The combined model with the deep supervision strategy is applied to the Crack500 [21] dataset and our tunnel leakage dataset. Then, excellent performance is obtained, which proved the effectiveness of the model in rail tunnel leakage segmentation.

2. Related Work

In recent years, attention mechanisms have been successfully applied to various computer vision tasks, such as image classification and semantic segmentation. Self-attention [22], which is proposed for machine translation, is thought to be used for the first time to capture the global dependencies of the input feature maps [23,24]. An attention residual learning mechanism [25] is proposed to optimize a very deep residual attention network with hundreds of layers. In SENet [26], a channel-attention network is designed to adaptively predict potential key features by explicitly modeling the interdependence between channels. In other words, by learning the correlation between channels, SENet can pick out the attention specific to the channels and then can learn to use global information to selectively emphasize informative features and suppress less useful ones. Li et al. [27] proposed an SE module with a skip-connection to emphasize useful channels and suppress useless channels of the feature maps in a kind of UNet-shape crack segmentation structure with VGG-16 as Encoder and densely connected structure as Decoder. Based on the SE module, concurrent spatial and channel squeezes and excitation [28] (scSE) combine spatial attention with channel attention in a parallel manner.

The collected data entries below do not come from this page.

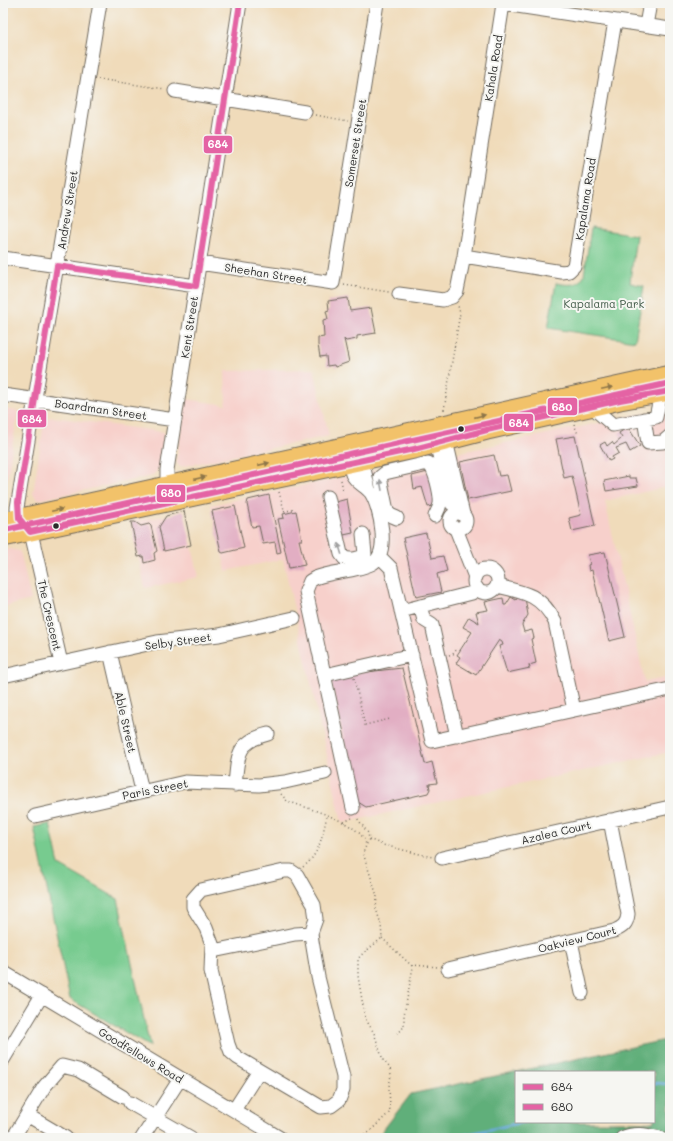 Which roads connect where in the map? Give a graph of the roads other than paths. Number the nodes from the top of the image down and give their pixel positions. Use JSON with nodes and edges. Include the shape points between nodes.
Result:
{"nodes":[{"id":1,"x":100,"y":3,"type":"edge"},
{"id":2,"x":240,"y":3,"type":"edge"},
{"id":3,"x":377,"y":3,"type":"edge"},
{"id":4,"x":650,"y":3,"type":"edge"},
{"id":5,"x":615,"y":21,"type":"junction"},
{"id":6,"x":646,"y":25,"type":"junction"},
{"id":7,"x":670,"y":29,"type":"edge"},
{"id":8,"x":175,"y":91,"type":"road end"},
{"id":9,"x":225,"y":99,"type":"junction"},
{"id":10,"x":305,"y":112,"type":"road end"},
{"id":11,"x":464,"y":256,"type":"junction"},
{"id":12,"x":3,"y":258,"type":"edge"},
{"id":13,"x":199,"y":263,"type":"junction"},
{"id":14,"x":57,"y":266,"type":"junction"},
{"id":15,"x":333,"y":284,"type":"joint"},
{"id":16,"x":196,"y":286,"type":"junction"},
{"id":17,"x":399,"y":294,"type":"road end"},
{"id":18,"x":670,"y":375,"type":"edge"},
{"id":19,"x":666,"y":392,"type":"edge"},
{"id":20,"x":3,"y":394,"type":"edge"},
{"id":21,"x":34,"y":399,"type":"junction"},
{"id":22,"x":591,"y":406,"type":"junction"},
{"id":23,"x":650,"y":418,"type":"junction"},
{"id":24,"x":174,"y":420,"type":"junction"},
{"id":25,"x":440,"y":430,"type":"junction"},
{"id":26,"x":668,"y":443,"type":"edge"},
{"id":27,"x":354,"y":456,"type":"junction"},
{"id":28,"x":167,"y":486,"type":"junction"},
{"id":29,"x":328,"y":497,"type":"dead end"},
{"id":30,"x":435,"y":516,"type":"dead end"},
{"id":31,"x":397,"y":518,"type":"dead end"},
{"id":32,"x":18,"y":524,"type":"edge"},
{"id":33,"x":363,"y":534,"type":"dead end"},
{"id":34,"x":3,"y":537,"type":"edge"},
{"id":35,"x":380,"y":556,"type":"junction"},
{"id":36,"x":479,"y":578,"type":"junction"},
{"id":37,"x":497,"y":586,"type":"junction"},
{"id":38,"x":420,"y":606,"type":"junction"},
{"id":39,"x":401,"y":611,"type":"junction"},
{"id":40,"x":294,"y":618,"type":"dead end"},
{"id":41,"x":110,"y":652,"type":"junction"},
{"id":42,"x":412,"y":656,"type":"junction"},
{"id":43,"x":62,"y":663,"type":"junction"},
{"id":44,"x":325,"y":675,"type":"junction"},
{"id":45,"x":3,"y":676,"type":"edge"},
{"id":46,"x":670,"y":688,"type":"edge"},
{"id":47,"x":574,"y":710,"type":"junction"},
{"id":48,"x":268,"y":734,"type":"dead end"},
{"id":49,"x":457,"y":736,"type":"junction"},
{"id":50,"x":325,"y":773,"type":"dead end"},
{"id":51,"x":235,"y":785,"type":"junction"},
{"id":52,"x":142,"y":791,"type":"junction"},
{"id":53,"x":670,"y":807,"type":"edge"},
{"id":54,"x":353,"y":808,"type":"dead end"},
{"id":55,"x":35,"y":816,"type":"dead end"},
{"id":56,"x":610,"y":820,"type":"junction"},
{"id":57,"x":442,"y":858,"type":"road end"},
{"id":58,"x":311,"y":933,"type":"junction"},
{"id":59,"x":571,"y":941,"type":"junction"},
{"id":60,"x":213,"y":951,"type":"junction"},
{"id":61,"x":448,"y":969,"type":"road end"},
{"id":62,"x":3,"y":972,"type":"edge"},
{"id":63,"x":582,"y":994,"type":"dead end"},
{"id":64,"x":42,"y":995,"type":"junction"},
{"id":65,"x":3,"y":1060,"type":"edge"},
{"id":66,"x":259,"y":1071,"type":"junction"},
{"id":67,"x":180,"y":1079,"type":"junction"},
{"id":68,"x":234,"y":1110,"type":"junction"},
{"id":69,"x":27,"y":1115,"type":"junction"},
{"id":70,"x":155,"y":1116,"type":"junction"},
{"id":71,"x":13,"y":1138,"type":"edge"},
{"id":72,"x":66,"y":1138,"type":"edge"},
{"id":73,"x":142,"y":1138,"type":"edge"},
{"id":74,"x":191,"y":1138,"type":"edge"},
{"id":75,"x":280,"y":1138,"type":"edge"},
{"id":76,"x":622,"y":1138,"type":"edge"},
{"id":77,"x":661,"y":1138,"type":"edge"}],
"edges":[{"from":1,"to":14,"type":"street","name":"Andrew Street"},
{"from":2,"to":9,"type":"street","name":"Kent Street"},
{"from":3,"to":15,"type":"street","name":"Somerset Street"},
{"from":4,"to":6,"type":"street"},
{"from":5,"to":6,"type":"street","name":"Kahala Road"},
{"from":5,"to":11,"type":"street","name":"Kapalama Road","via":[[574,266],[569,271],[562,272]]},
{"from":5,"to":11,"type":"street","name":"Kahala Road","via":[[503,4]]},
{"from":6,"to":7,"type":"street","name":"Kahala Road"},
{"from":8,"to":9,"type":"street"},
{"from":9,"to":10,"type":"street"},
{"from":9,"to":13,"type":"street","name":"Kent Street"},
{"from":11,"to":17,"type":"street","name":"Kahala Road","via":[[457,291],[452,298],[443,300]]},
{"from":12,"to":14,"type":"street"},
{"from":13,"to":15,"type":"street","name":"Sheehan Street"},
{"from":13,"to":16,"type":"street","name":"Kent Street"},
{"from":14,"to":16,"type":"street"},
{"from":14,"to":21,"type":"street","name":"Andrew Street"},
{"from":16,"to":24,"type":"street","name":"Kent Street"},
{"from":25,"to":18,"type":"highway","one_way":true},
{"from":19,"to":22,"type":"highway"},
{"from":19,"to":23,"type":"street"},
{"from":20,"to":21,"type":"street","name":"Boardman Street"},
{"from":21,"to":24,"type":"street","name":"Boardman Street"},
{"from":21,"to":32,"type":"street","name":"Andrew Street","via":[[18,502]]},
{"from":22,"to":23,"type":"street","via":[[614,425]]},
{"from":22,"to":25,"type":"highway"},
{"from":23,"to":26,"type":"street","via":[[648,443]]},
{"from":24,"to":28,"type":"street","name":"Kent Street"},
{"from":25,"to":27,"type":"highway"},
{"from":25,"to":36,"type":"street","via":[[460,520]]},
{"from":28,"to":27,"type":"highway","one_way":true},
{"from":27,"to":32,"type":"highway"},
{"from":27,"to":35,"type":"street","via":[[354,476],[369,490],[375,500],[382,530]]},
{"from":32,"to":28,"type":"highway","one_way":true},
{"from":33,"to":29,"type":"street","one_way":true,"via":[[363,557],[344,558]]},
{"from":31,"to":30,"type":"street","one_way":true,"via":[[387,511],[380,477],[385,473],[428,463],[433,468],[440,499]]},
{"from":32,"to":34,"type":"highway"},
{"from":32,"to":43,"type":"street","name":"The Crescent"},
{"from":35,"to":39,"type":"street","via":[[391,568]]},
{"from":35,"to":44,"type":"street","via":[[373,563],[315,578],[307,586]]},
{"from":36,"to":37,"type":"street","via":[[483,592],[490,592]]},
{"from":36,"to":37,"type":"street","via":[[491,570],[496,573]]},
{"from":36,"to":38,"type":"street","via":[[472,593]]},
{"from":37,"to":47,"type":"street","via":[[542,601],[549,610],[555,622]]},
{"from":38,"to":39,"type":"street"},
{"from":38,"to":49,"type":"street","via":[[424,620],[432,625]]},
{"from":39,"to":42,"type":"street"},
{"from":40,"to":41,"type":"street","name":"Selby Street","via":[[219,635],[168,640]]},
{"from":41,"to":43,"type":"street","name":"Selby Street"},
{"from":41,"to":52,"type":"street","name":"Able Street"},
{"from":42,"to":44,"type":"street"},
{"from":42,"to":49,"type":"street","via":[[432,741]]},
{"from":43,"to":45,"type":"street","name":"The Crescent"},
{"from":44,"to":54,"type":"street"},
{"from":46,"to":47,"type":"street"},
{"from":47,"to":49,"type":"street"},
{"from":48,"to":51,"type":"street","via":[[251,740],[242,749]]},
{"from":50,"to":51,"type":"street","name":"Paris Street","via":[[276,783]]},
{"from":51,"to":52,"type":"street","name":"Paris Street","via":[[191,782]]},
{"from":52,"to":55,"type":"street","name":"Paris Street"},
{"from":53,"to":56,"type":"street","name":"Azalea Court"},
{"from":56,"to":57,"type":"street","name":"Azalea Court"},
{"from":56,"to":59,"type":"street","name":"Oakview Court","via":[[628,914],[627,921],[622,928],[614,931]]},
{"from":58,"to":60,"type":"street"},
{"from":58,"to":60,"type":"street","via":[[316,919],[314,905],[299,878],[294,873],[284,871],[198,893],[193,900],[193,907],[208,931]]},
{"from":58,"to":66,"type":"street","via":[[318,977],[343,1077],[341,1095],[331,1106],[321,1107]]},
{"from":59,"to":61,"type":"street","name":"Oakview Court"},
{"from":59,"to":63,"type":"street"},
{"from":60,"to":66,"type":"street","via":[[211,971],[229,1048],[238,1058]]},
{"from":62,"to":64,"type":"street","name":"Goodfellows Road"},
{"from":64,"to":65,"type":"street"},
{"from":64,"to":67,"type":"street","name":"Goodfellows Road"},
{"from":66,"to":68,"type":"street"},
{"from":67,"to":68,"type":"street","name":"Goodfellows Road"},
{"from":67,"to":70,"type":"street"},
{"from":68,"to":75,"type":"street","name":"Goodfellows Road"},
{"from":69,"to":70,"type":"street","via":[[49,1080],[62,1066],[78,1070]]},
{"from":69,"to":71,"type":"street"},
{"from":69,"to":72,"type":"street"},
{"from":70,"to":73,"type":"street"},
{"from":70,"to":74,"type":"street"},
{"from":76,"to":77,"type":"street","via":[[630,1134]]}]}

Stephen et al. [29] introduced an scSE block into UNet-based Pavement Crack Segmentation architecture with a ResNet-34 neural network. On the other hand, the convolutional block attention module [30] (CBAM) combines spatial and channelwise attention in a sequential arrangement. Zhou et al. [31] proposed a tunnel leakage image segmentation method [31] based on DeepLabv3+ with EfficientNet as the backbone. CBAM is inserted between the ASPP structure and

1 \times 1

convolutions to magnify the weight of effective feature channels in the feature layer so that the model can better distinguish the leakage with background. A nonlocal [32] module is proposed to capture spatial long-distance dependencies, which is based on the weights of the relationship between any pixels in a 2D feature map and the current pixels. The nonlocal module is embedded in a pavement crack network based on the modified ResNet-101 network with atrous convolution [33]. The nonlocal module makes use of the relationship between the local and global context feature, which can increase the relationship weight of road cracks and improve the detection accuracy. DANet [24] introduces a position attention module and a channel attention module to capture global dependencies in the spatial and channel dimensions, respectively. A modified ResNet-based network architecture with a multiscale fusion process was proposed for learning hierarchical features of cracks [34]. The dual attention module was incorporated into this architecture to better separate tiny cracks from the background.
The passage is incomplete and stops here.